Deep brain stimulation (DBS) implant consists of a subcutaneous electrical pulse generator (IPG) connected to electrodes surgically implanted into a target structure in the brain. DBS provides electrical neuromodulation to the target area that depends on the treated pathology (Krack et al., 2017). Many patients with advanced stage Parkinson’s disease (PD) benefit from DBS, specifically with implants in the subthalamic nucleus (STN), and is presently a common and well-established practice for the treatment of this disease (Volkmann et al., 2001; Deuschl et al., 2006; Castrioto et al., 2011; Krack et al., 2017).

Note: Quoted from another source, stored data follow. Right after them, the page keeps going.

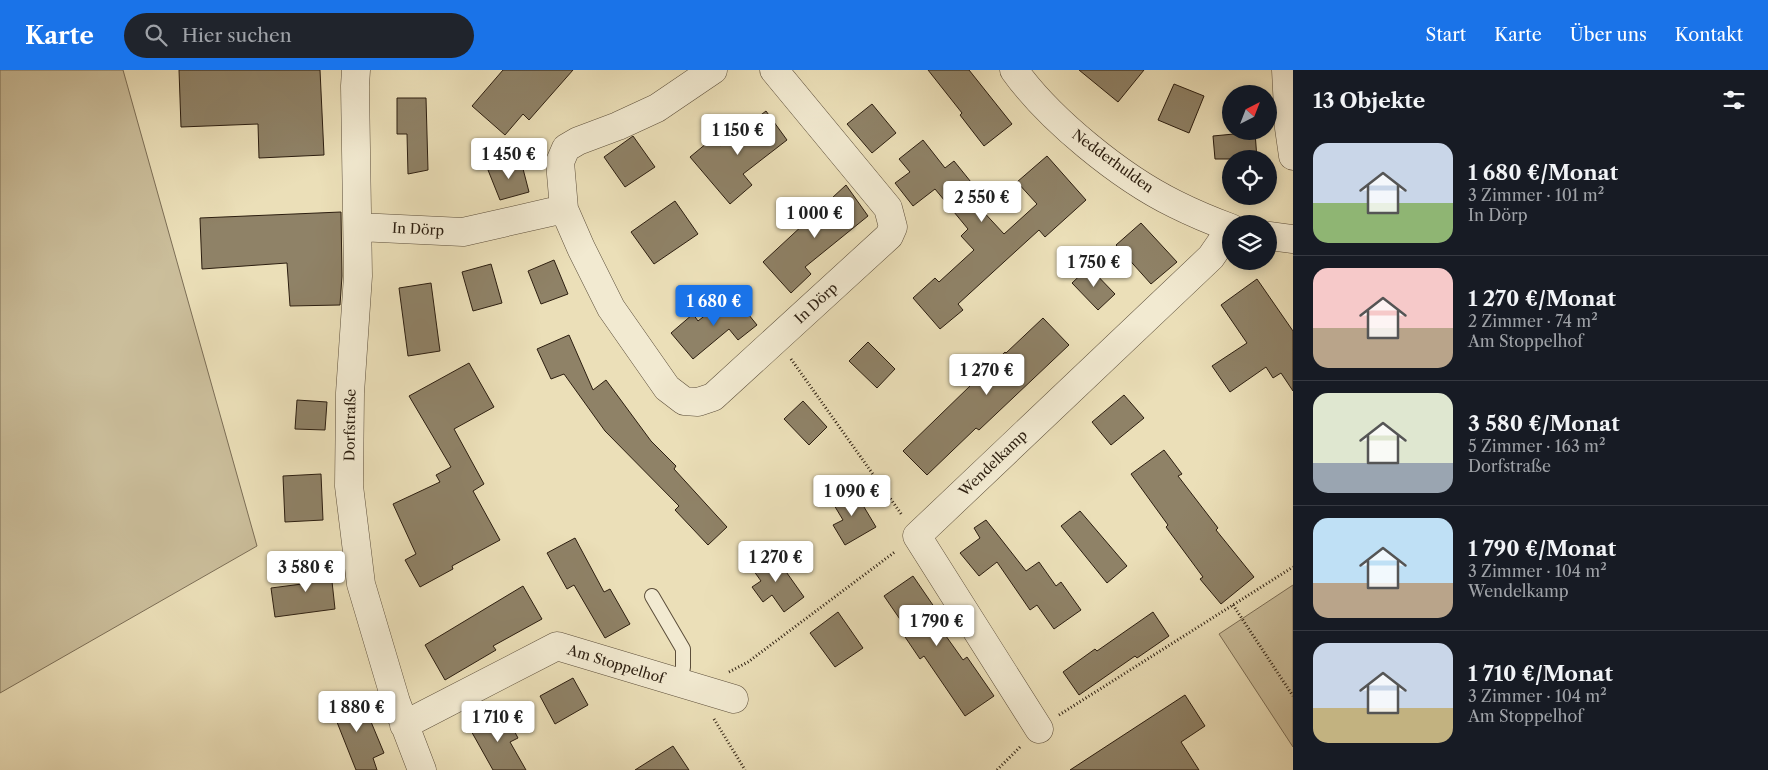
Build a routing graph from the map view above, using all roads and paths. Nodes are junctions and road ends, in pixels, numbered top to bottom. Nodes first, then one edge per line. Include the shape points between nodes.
1 (356, 70) edge
2 (713, 70) edge
3 (774, 70) edge
4 (1014, 70) edge
5 (1288, 72) edge
6 (1293, 156) edge
7 (564, 209) junction
8 (1222, 224) edge
9 (358, 227) junction
10 (1277, 237) edge
11 (1293, 239) edge
12 (1222, 241) edge
13 (777, 339) junction
14 (917, 536) junction
15 (1293, 567) edge
16 (652, 596) dead end
17 (1233, 605) junction
18 (687, 686) junction
19 (1293, 696) edge
20 (734, 700) dead end
21 (404, 726) junction
22 (1039, 729) junction
23 (422, 770) edge
24 (745, 770) edge
25 (997, 770) edge

1 - 9 street, Dorfstraße
2 - 7 street, In Dörp via 657,108 566,148 560,162
3 - 13 street, In Dörp via 888,208 893,227 889,236
4 - 8 street, Nedderhulden via 1029,91 1078,138 1127,175 1174,204
5 - 6 street
7 - 9 street, In Dörp via 463,232
7 - 13 street, In Dörp via 611,308 667,388 684,401 698,402 713,397
9 - 21 street, Dorfstraße via 349,486 361,584
10 - 11 street
12 - 14 street, Wendelkamp via 1211,257
13 - 14 path
14 - 18 path via 748,662
14 - 22 street
15 - 17 path
16 - 18 lane via 683,650
17 - 19 path
17 - 22 path
18 - 20 street, Am Stoppelhof
18 - 21 street, Am Stoppelhof via 557,646
18 - 24 path
21 - 23 street, Dorfstraße
22 - 25 path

Stereotactic neurosurgery is required to precisely insert electrode leads which have to cross the brain cortex to reach the basal ganglia. After surgery, recent evidence suggests that a non-infectious, delayed-onset cerebral edema could appear around DBS electrode leads. This post-operative edema could be an asymptomatic (Englot et al., 2011; Fernández-Pajarín et al., 2017) or symptomatic (Deogaonkar et al., 2011; Lefaucheur et al., 2013) complication and is detected mostly through Computerized Tomography (CT) and Magnetic Resonance Imaging (MRI) performed at different times after the surgery.

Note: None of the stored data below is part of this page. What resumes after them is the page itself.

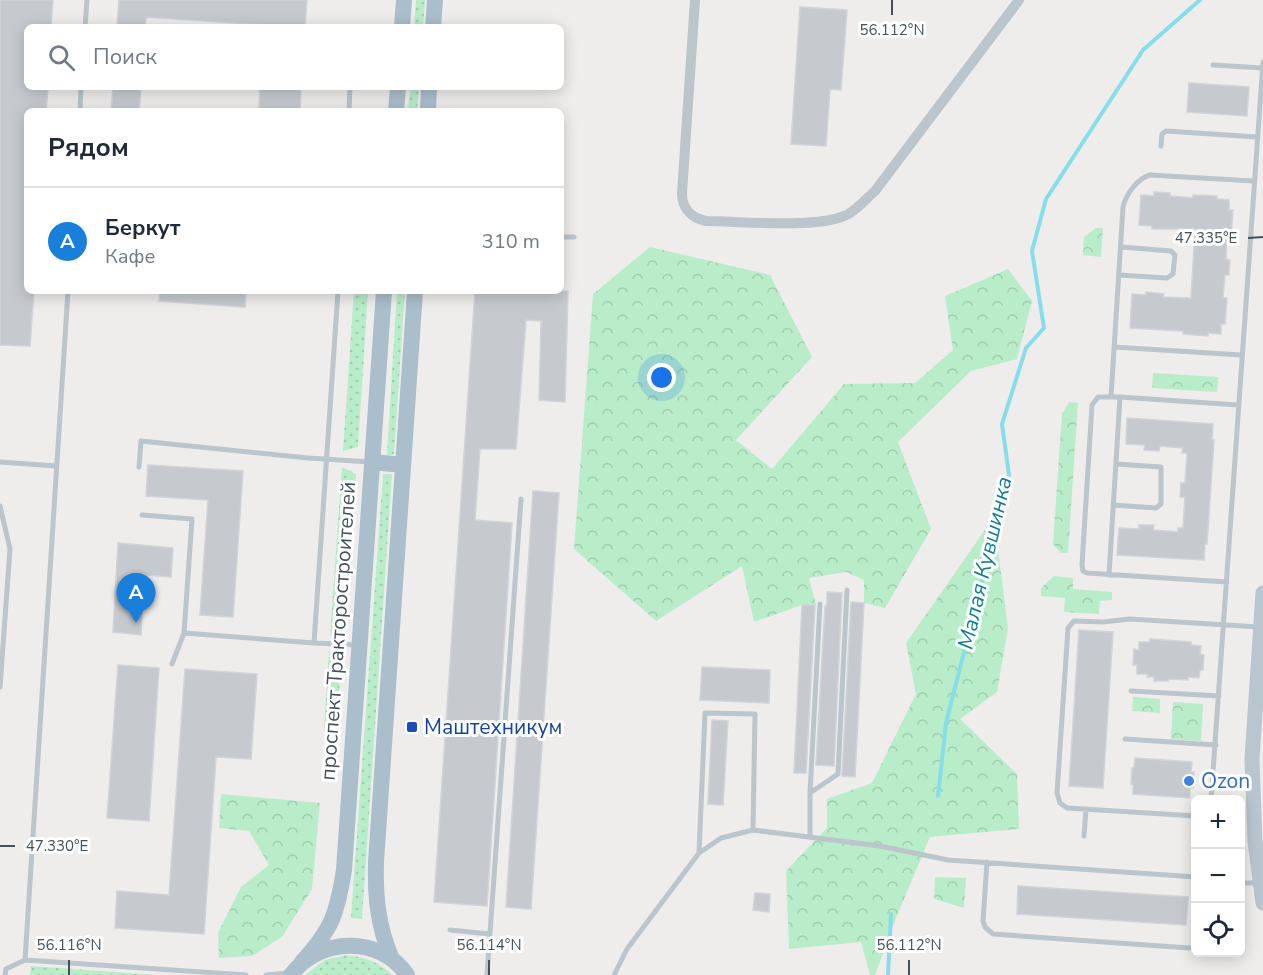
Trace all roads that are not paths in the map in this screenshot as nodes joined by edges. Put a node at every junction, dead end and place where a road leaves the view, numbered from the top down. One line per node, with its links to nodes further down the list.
1 (87, 0): 6 (lane)
2 (404, 0): 7 (main road)
3 (435, 0): 8 (main road)
4 (695, 0): 5 (street)
5 (1019, 0)
6 (85, 24)
7 (402, 24)
8 (433, 24)
9 (1263, 62): 11 (lane)
10 (1213, 65): 11 (lane)
11 (1263, 68): 20 (lane)
12 (81, 90): 16 (lane)
13 (350, 90): 17 (lane)
14 (398, 90): 18 (main road)
15 (429, 90): 19 (main road)
16 (80, 108)
17 (349, 108)
18 (396, 108)
19 (428, 108)
20 (1257, 137): 21 (lane); 22 (lane)
21 (1161, 146)
22 (1253, 182): 25 (lane); 32 (lane)
23 (564, 237): 24 (lane)
24 (574, 237)
25 (1120, 247): 26 (lane); 26 (lane)
26 (1119, 274): 31 (lane)
27 (68, 294): 41 (lane)
28 (338, 294): 36 (lane)
29 (384, 294): 38 (main road, проспект Тракторостроителей)
30 (415, 294): 40 (main road)
31 (1114, 347): 32 (lane); 33 (lane)
32 (1241, 355): 35 (lane)
33 (1111, 397): 34 (lane); 47 (lane)
34 (1120, 397): 35 (lane); 39 (lane)
35 (1238, 405): 48 (lane)
36 (326, 459): 38 (lane); 42 (lane); 55 (lane)
37 (0, 462): 41 (lane)
38 (372, 462): 40 (main road); 56 (main road, проспект Тракторостроителей)
39 (1116, 464): 44 (lane); 44 (lane)
40 (403, 465): 80 (main road)
41 (56, 466): 81 (lane)
42 (139, 467)
43 (521, 500): 78 (lane)
44 (1113, 505): 47 (lane)
45 (0, 506): 58 (lane)
46 (142, 515): 54 (lane)
47 (1109, 575): 48 (lane)
48 (1227, 582): 52 (lane)
49 (847, 590): 64 (lane)
50 (1263, 594): 53 (street)
51 (820, 604): 64 (lane)
52 (1224, 625): 53 (lane); 60 (lane); 66 (lane)
53 (1260, 627): 63 (street)
54 (184, 633): 55 (lane); 57 (lane)
55 (314, 643): 56 (lane)
56 (359, 645): 82 (main road, проспект Тракторостроителей)
57 (172, 664)
58 (0, 687)
59 (1131, 691): 60 (lane)
60 (1219, 696): 62 (lane)
61 (1125, 739): 62 (lane)
62 (1216, 745): 65 (lane)
63 (1258, 759): 75 (street)
64 (810, 793): 70 (lane)
65 (1211, 795)
66 (1086, 809): 67 (lane); 69 (lane)
67 (1191, 816)
68 (753, 831): 70 (lane); 71 (lane); 71 (lane)
69 (1084, 836)
70 (810, 837): 72 (lane)
71 (699, 853): 88 (lane)
72 (987, 862): 73 (lane); 79 (lane)
73 (1191, 877)
74 (1245, 883): 75 (lane)
75 (1260, 883): 76 (street)
76 (1263, 903)
77 (450, 930): 78 (lane)
78 (490, 934): 87 (lane)
79 (1191, 948)
80 (392, 959): 82 (main road); 83 (main road)
81 (25, 960): 84 (lane); 85 (lane)
82 (296, 970): 86 (lane)
83 (407, 974)
84 (5, 975)
85 (246, 975)
86 (266, 975)
87 (487, 975)
88 (614, 975)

DBS electrodes also allow to record local field potential (LFP) signals generated by the neurons in the target area, collecting useful physiological information for understanding deep brain pathophysiology and to optimize DBS therapy through closed-loop strategies that adapt stimulation parameters according to LFP changes (Kühn et al., 2006; Giannicola et al., 2010). LFPs are recorded in the time window between the surgery for electrode placement and that for IPG connection (usually 3–7 days; Arlotti et al., 2018, 2019). This implies that most of the research conducted so far is based on LFPs recorded in a so-called “acute” phase in which the electrode-tissue interface is not fully stabilized, also partly due to the presence of the peri-electrode edema. It has been long debated whether the results obtained in this phase are generalizable or not to a more chronic condition, when the electrode-tissue interface is more stable (Rosa et al., 2011; Giannicola et al., 2012); but in the fixed timeframe of this experiment (5–11 days after the surgery), it is expected a stable electrical environment for every patient in the areas near the electrode (Rosa et al., 2010).

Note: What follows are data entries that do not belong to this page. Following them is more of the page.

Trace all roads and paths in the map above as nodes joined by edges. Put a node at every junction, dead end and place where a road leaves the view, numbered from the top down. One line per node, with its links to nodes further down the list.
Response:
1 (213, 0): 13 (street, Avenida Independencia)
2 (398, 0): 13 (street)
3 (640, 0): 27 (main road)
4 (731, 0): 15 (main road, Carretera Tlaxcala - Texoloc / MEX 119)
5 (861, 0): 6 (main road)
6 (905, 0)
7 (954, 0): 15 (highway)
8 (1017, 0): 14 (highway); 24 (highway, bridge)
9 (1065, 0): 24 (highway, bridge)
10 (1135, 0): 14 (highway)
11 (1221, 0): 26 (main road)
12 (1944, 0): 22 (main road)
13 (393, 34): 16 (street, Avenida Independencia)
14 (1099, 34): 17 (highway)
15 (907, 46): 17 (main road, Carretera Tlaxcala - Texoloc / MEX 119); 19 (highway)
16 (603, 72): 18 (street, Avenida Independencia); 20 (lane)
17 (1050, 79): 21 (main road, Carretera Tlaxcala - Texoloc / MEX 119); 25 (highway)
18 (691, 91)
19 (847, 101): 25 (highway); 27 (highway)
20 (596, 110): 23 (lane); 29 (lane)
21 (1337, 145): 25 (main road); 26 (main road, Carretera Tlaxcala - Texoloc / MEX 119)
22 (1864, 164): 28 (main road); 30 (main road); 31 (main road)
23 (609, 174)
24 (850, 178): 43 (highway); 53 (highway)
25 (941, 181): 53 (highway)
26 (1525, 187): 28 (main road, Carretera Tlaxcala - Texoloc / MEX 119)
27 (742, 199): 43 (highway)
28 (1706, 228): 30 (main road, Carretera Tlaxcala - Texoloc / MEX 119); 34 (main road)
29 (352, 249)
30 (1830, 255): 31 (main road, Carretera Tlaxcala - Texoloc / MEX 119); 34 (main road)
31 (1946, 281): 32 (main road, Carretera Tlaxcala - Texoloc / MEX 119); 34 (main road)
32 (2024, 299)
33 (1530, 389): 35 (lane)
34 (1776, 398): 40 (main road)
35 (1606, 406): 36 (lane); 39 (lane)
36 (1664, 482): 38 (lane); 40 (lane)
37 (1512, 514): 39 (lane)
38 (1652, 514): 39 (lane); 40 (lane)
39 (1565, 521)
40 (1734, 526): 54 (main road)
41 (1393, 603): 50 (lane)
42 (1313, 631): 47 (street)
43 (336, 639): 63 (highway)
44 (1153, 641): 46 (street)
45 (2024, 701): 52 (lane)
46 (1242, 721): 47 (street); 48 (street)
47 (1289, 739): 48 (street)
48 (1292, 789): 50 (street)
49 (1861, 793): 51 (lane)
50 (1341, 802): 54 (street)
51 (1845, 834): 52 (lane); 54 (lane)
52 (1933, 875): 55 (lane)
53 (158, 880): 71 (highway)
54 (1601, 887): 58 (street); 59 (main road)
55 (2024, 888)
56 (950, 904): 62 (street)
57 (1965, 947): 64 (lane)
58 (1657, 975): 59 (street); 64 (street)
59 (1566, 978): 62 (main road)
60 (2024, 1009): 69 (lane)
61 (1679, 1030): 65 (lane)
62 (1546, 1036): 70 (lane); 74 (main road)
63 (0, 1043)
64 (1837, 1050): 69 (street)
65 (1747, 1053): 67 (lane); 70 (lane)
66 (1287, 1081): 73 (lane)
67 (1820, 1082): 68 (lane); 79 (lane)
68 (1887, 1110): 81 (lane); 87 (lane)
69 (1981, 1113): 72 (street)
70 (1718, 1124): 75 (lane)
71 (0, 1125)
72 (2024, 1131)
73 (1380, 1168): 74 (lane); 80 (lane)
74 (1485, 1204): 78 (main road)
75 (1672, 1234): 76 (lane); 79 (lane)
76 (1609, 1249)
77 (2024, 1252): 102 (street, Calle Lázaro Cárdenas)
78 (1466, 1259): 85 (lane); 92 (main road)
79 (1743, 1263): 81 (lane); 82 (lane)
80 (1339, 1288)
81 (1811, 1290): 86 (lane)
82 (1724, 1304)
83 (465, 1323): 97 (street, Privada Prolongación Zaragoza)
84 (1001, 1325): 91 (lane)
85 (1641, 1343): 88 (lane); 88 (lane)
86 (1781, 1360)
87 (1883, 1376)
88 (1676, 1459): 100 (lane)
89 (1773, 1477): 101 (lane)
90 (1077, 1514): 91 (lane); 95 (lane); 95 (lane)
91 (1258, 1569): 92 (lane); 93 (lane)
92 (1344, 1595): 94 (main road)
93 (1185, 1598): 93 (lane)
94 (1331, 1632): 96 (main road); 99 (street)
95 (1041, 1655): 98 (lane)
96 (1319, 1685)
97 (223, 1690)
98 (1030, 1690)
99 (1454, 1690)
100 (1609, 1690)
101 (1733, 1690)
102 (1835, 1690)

Post-operative MRI is a useful tool to verify the correct electrodes’ placement and in the last 4 years, it has become a routine clinical practice for many patients undergoing DBS surgery. The purpose of this work is to study post-surgery edema and how it affects deep brain electrical activity, integrating the volumetric and spatial information gathered through post-surgery imaging (MRI scans), and the LFP signals recorded through the implanted electrodes.

Methods

Subjects

We enrolled eight rigid-akinetic patients with advanced PD undergoing surgery for subthalamic nucleus DBS electrode implantation at the Neurosurgery Unit at Fondazione IRCCS Ca’ Granda Ospedale Maggiore Policlinico in Milan from June 2017 to May 2018 without experiencing any surgical complication. The study was approved by the institutional review board and conformed with the Declaration of Helsinki, and all patients provided written informed consent to the experimental procedures.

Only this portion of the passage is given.